A major 2015 survey found a quarter of those 18-64 reported difficulty paying medical bills, with little difference between those having or not having insurance. Some 2% of these, which translates to about a million people nationally, filed for bankruptcy that year. Health care debt should be easier to forgive. There’s no moral hazard problem as people don’t get sick or injured on purpose. The best solution, Vague writes, would be single-payer health insurance. But as long as that’s politically off the table, he proposes means-tested relief: Individuals with under $85,000 in household income could apply to the federal government for reimbursement of debt incurred for major categories of medical expenses, including diabetes, heart disease and cancer.

In 2005 Congress enacted a tough new bankruptcy law on the assumption that reckless spendthrifts were abusing bankruptcy. But it turned out that most people file for bankruptcy in desperation after life catastrophes, notably large medical bills, job loss or small business failure. Vague proposes a number of major reforms to bankruptcy law. These include allowing homeowners to modify mortgages, renters to avoid eviction if they continue paying rent, car owners to keep their cars by paying off the value over time, and individuals to discharge student loans like other consumer debt.

Vague estimates that these reforms could result in as much as $1.5 trillion in debt relief, mostly for households. In addition, he proposes that the income tax code be changed to make it less favorable to corporate debt.

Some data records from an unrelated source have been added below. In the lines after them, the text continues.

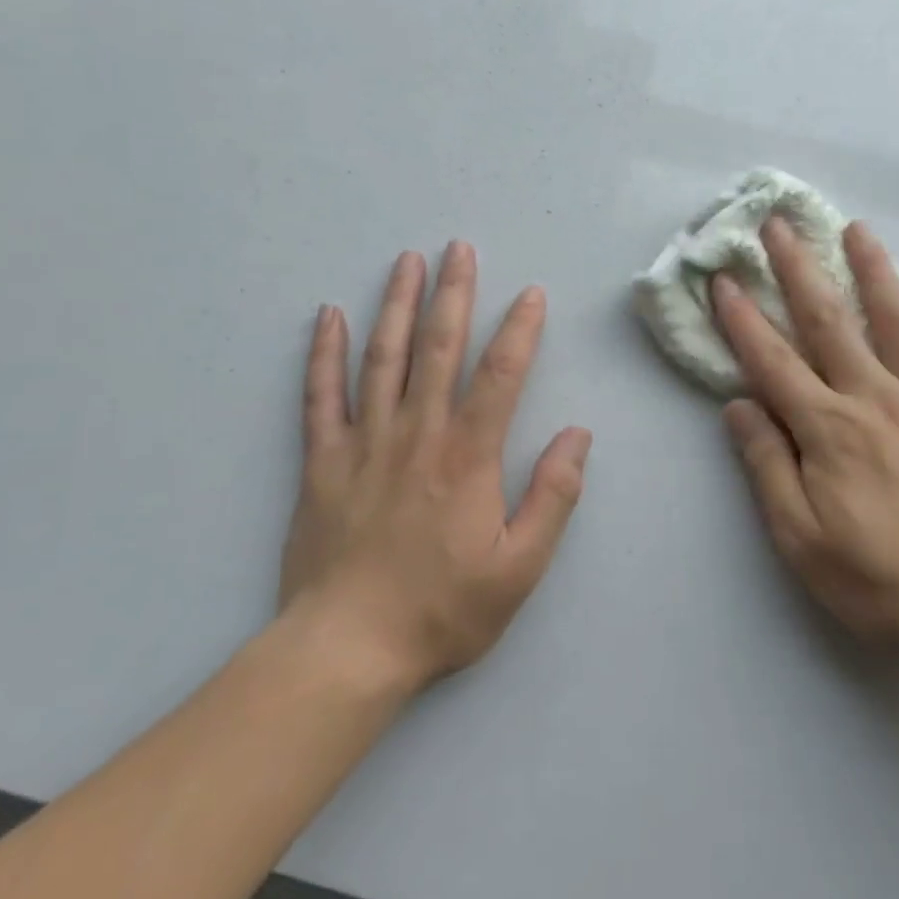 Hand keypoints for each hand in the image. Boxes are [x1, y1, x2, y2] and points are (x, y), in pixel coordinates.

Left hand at [279, 243, 591, 694]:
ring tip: (406, 261)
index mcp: (468, 456)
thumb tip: (577, 435)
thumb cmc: (442, 609)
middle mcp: (417, 433)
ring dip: (397, 304)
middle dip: (453, 293)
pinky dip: (324, 353)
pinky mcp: (321, 462)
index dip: (520, 329)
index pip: (500, 374)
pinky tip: (328, 317)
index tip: (531, 294)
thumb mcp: (521, 567)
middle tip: (459, 248)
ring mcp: (363, 443)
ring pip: (382, 358)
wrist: (346, 651)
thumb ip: (554, 496)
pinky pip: (320, 396)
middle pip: (438, 348)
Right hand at [714, 218, 898, 663]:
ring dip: (873, 269)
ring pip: (897, 320)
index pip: (772, 361)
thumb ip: (767, 465)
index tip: (723, 278)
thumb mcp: (799, 538)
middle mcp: (874, 398)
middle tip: (779, 223)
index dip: (742, 318)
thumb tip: (738, 405)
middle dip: (798, 268)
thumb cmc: (877, 577)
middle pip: (829, 321)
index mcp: (827, 429)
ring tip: (856, 228) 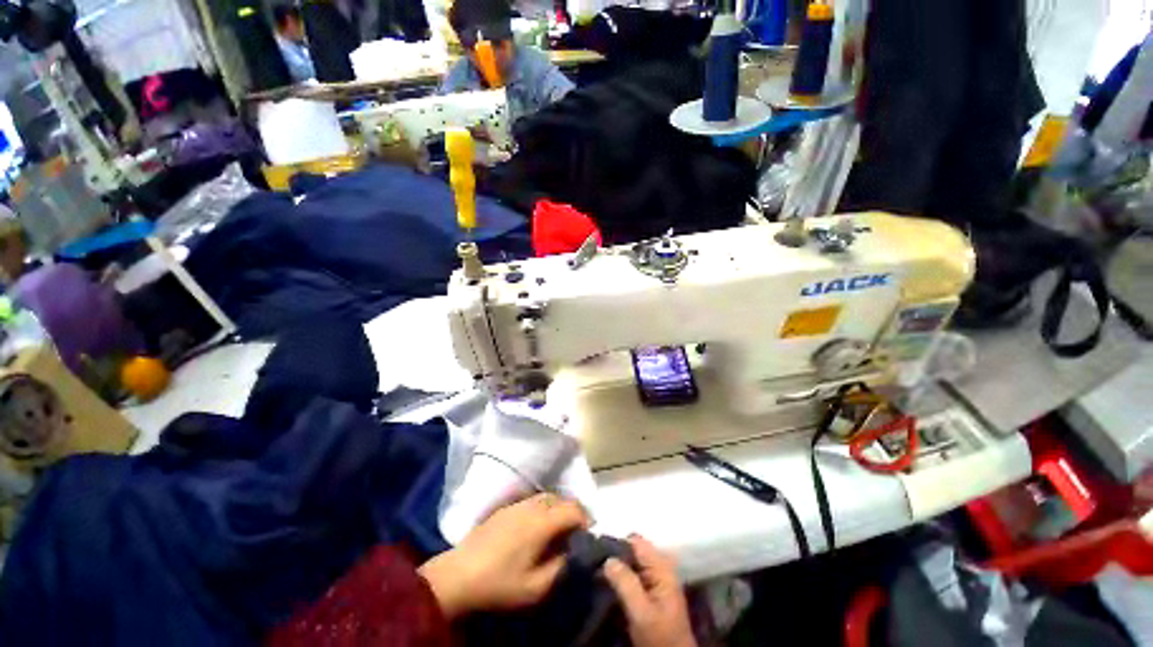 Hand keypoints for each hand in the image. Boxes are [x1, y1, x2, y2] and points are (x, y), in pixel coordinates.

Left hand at [418, 493, 586, 618]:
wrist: (459, 575)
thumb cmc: (499, 583)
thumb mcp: (535, 588)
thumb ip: (560, 568)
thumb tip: (570, 552)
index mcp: (542, 523)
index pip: (573, 509)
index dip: (586, 518)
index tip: (588, 533)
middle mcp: (532, 506)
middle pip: (562, 498)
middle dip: (574, 511)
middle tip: (577, 530)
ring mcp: (517, 504)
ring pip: (547, 496)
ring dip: (559, 507)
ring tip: (559, 526)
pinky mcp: (506, 507)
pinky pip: (533, 499)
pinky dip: (544, 507)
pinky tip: (538, 524)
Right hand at [603, 535, 695, 646]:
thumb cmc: (659, 637)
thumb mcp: (641, 612)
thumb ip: (626, 583)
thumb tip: (607, 559)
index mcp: (661, 566)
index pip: (636, 541)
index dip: (616, 542)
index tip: (596, 550)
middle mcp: (659, 567)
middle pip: (633, 549)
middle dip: (614, 554)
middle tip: (594, 562)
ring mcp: (655, 578)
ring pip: (631, 561)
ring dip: (615, 565)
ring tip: (596, 570)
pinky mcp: (649, 590)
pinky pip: (631, 574)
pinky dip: (619, 575)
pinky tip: (606, 581) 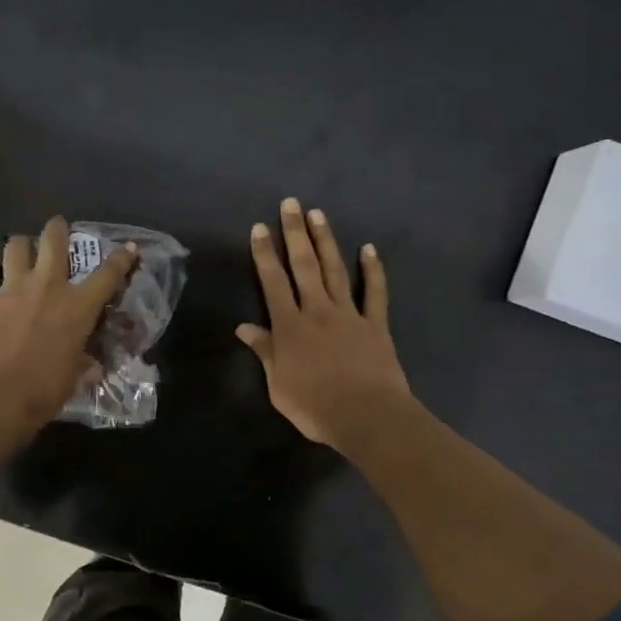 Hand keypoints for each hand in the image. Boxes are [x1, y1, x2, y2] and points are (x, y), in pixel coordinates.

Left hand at [0, 216, 137, 431]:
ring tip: (22, 252)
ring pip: (15, 248)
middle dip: (57, 229)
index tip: (128, 247)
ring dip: (21, 246)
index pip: (107, 275)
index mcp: (77, 307)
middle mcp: (46, 288)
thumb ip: (80, 362)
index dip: (121, 259)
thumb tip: (88, 366)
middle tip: (57, 226)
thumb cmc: (43, 391)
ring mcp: (11, 291)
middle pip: (53, 240)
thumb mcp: (72, 377)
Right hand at [238, 198, 414, 450]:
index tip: (260, 228)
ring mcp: (349, 315)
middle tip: (291, 204)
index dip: (265, 254)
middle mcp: (317, 311)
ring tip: (318, 214)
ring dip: (325, 241)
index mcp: (290, 327)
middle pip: (304, 266)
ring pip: (335, 271)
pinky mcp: (376, 324)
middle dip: (295, 233)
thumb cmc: (315, 407)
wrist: (366, 416)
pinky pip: (375, 293)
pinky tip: (369, 249)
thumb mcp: (278, 385)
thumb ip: (264, 352)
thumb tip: (244, 327)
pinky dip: (373, 270)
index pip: (273, 282)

Vague completed the book before the current surge in prices. The Federal Reserve is now struggling to raise interest rates from near zero. Even as Americans step up borrowing, higher rates will increase interest payments on debt. Student loan rates are their highest in many years. Higher rates may also trigger a sharp decline in asset values, notably stocks, bonds and real estate. A debt jubilee couldn’t be more urgent.

Comments

  1. Enjoyed your article, Polly. I graduated with one years’s worth of tuition in college debt and considered it a fair deal for my education. Little by little I paid it off. The interest was low, the terms fair, and both sides walked away content, the hallmark of a good business transaction.